Hopefully that they should get a job and save their pennies. What would you do, assault police officers?
“what do you see as the causes of ‘welfare dependency’? is it an individual moral failing?”
Can be. The link you cited had the usual ones: lack of education, family breakup, unemployment, drug-abuse etc. What do you think are the causes of welfare dependency? Insufficient welfare?
“naah, it’s just yr superior moral fibre and personal work ethic I guess.”
Uncharacteristically low blow, yellow. Some people might be offended by being associated with the North Shore. You connected poverty and morality, not I.
“I suppose that they have chosen professions where the supply of graduates exceeds the demand for full time employees…”
That’s a big part of their problem. Nobody guaranteed them a job in their chosen field, and nobody’s stopping them from changing career.
“I’m starting to feel like Rafe now :)”
You’ll know it’s kicked in when you can’t post without mentioning the ‘P’ word. ;-)
“isn’t it a structural weakness in liberal capitalism that full employment rarely occurs unless wages at the bottom end are lowered and that there’s so much disparity in bargaining power between employers and (individual) employees? or that there’s panic at the slightest sign that returns to labour might tip up compared to returns to capital? hello? hello?”
Hi, I’m still here. Full employment is a theoretical concept because no economy ever reaches true equilibrium – there is always some degree of frictional unemployment, even in an ideal world (which obviously doesn’t exist). While the price of labour would decline when supply exceeds demand, the converse also applies. There has never been ANY economic system that has matched, let alone surpassed, capitalism in improving the lot of ordinary workers.
“and that firms are reluctant to invest in training because of free rider effects so that we end up with skill shortages…”
The skills shortages are largely the result of strong economic growth – also the product of the capitalist system – and are leading to wage increases for the lucky workers.
Mark,
“Have a look at the stats on employment outcomes for university graduates, and the longitudinal data, Fyodor, and you’ll find that I’m right.”
Could you provide a link to the data, and can you demonstrate that the unemployed graduates cannot find work of any kind, excepting our favourite German example?

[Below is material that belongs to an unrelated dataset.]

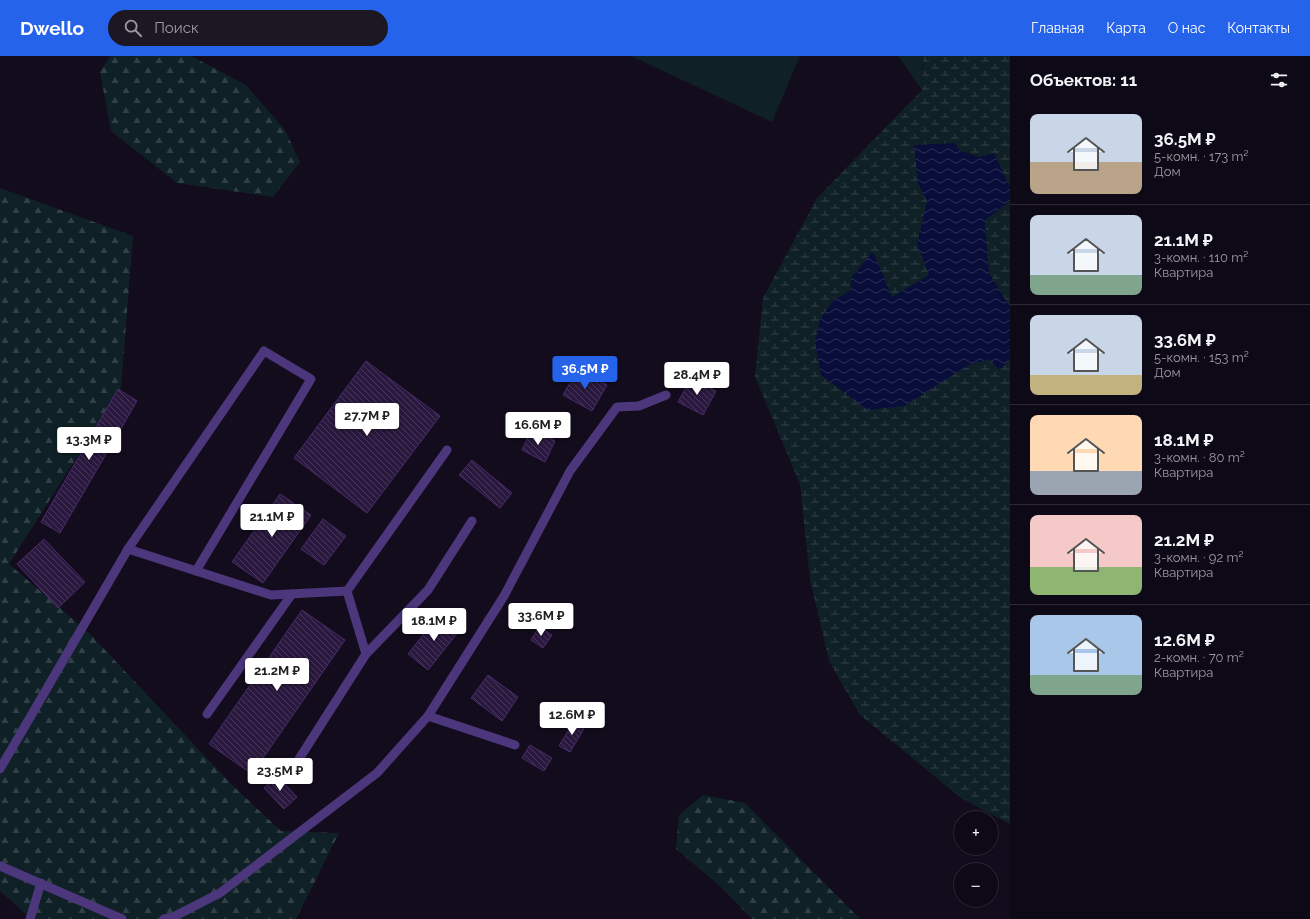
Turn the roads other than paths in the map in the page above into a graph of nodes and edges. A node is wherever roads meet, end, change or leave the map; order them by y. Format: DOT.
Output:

“Yes, maybe people have made choices about professions where supply of employees outstrips demand, but there’s such a thing as sunk costs.”
You misunderstand the meaning of “sunk costs”. By definition, sunk costs cannot be recovered, and so should not be part of a decision about the future. I know plenty of people who have completed an Arts degree only to discover, to their astonished horror, that art history is not a field in high demand. Guess what? They got new skills and a different career.
“And exerientially, everyone’s always advised to take casual or temporary or contract work in the field they want to work in as a step towards full time work.”
Why is this a problem?
“And there’s the problem of over-qualification if you’re someone with a postgrad degree looking for a routine white collar job – I was told in an interview once “I don’t think you’ll stick this out – you’ll want to work where you are qualified when you can”, which was true.”
I thought this topic might be close to home, but you’re really talking about career advice here. My earlier point about realistic assessments and choices still applies. It’s tough not to get the job you want, but life doesn’t always pan out the way you want it to. Whose fault is it – the taxpayers’?
Fyodor, in respect of yellowvinyl’s point (since she’s off earning money so that the gov’t can redistribute part of it through welfare), it may not be that the people in Macquarie Fields were personally displaced from unskilled jobs, but there are certainly fewer *secure and full time* unskilled jobs than there were up to the mid 80s. Indeed, in manufacturing, many jobs which disappeared in the early 90s recession never came back, and tarriff cuts have added to the restructuring of the labour market (let’s leave aside free trade for the moment – there’s always the effective demand argument – part of the problem with the economy being at the moment that demand is excessive, being funded by credit, and sucking in imports that we often can’t substitute). There’s a lot of evidence that people from such backgrounds only have occasional contact with the labour market – ie a casual job here and there, or a seasonal job. They also often lose them (as the argument over unfair dismissal suggests they might) because they are not particularly socialised into regular work. The difference then is that there are far fewer opportunities for such people to gain a permanent foothold in the labour market, with the consequent behavioural effects on work ethic, responsibility etc. Howard Government “reforms” have exacerbated this, with the job network churning long term unemployed people into short term work, with the result that they are no longer defined as long term unemployed and lose eligibility for intensive assistance. As I argued earlier, and as Ken said on another thread, we have disinvested massively in skills training, labour market programmes and education generally and those least advantaged are paying the price, but we all will sooner or later. Part of the price is in actual social disorder.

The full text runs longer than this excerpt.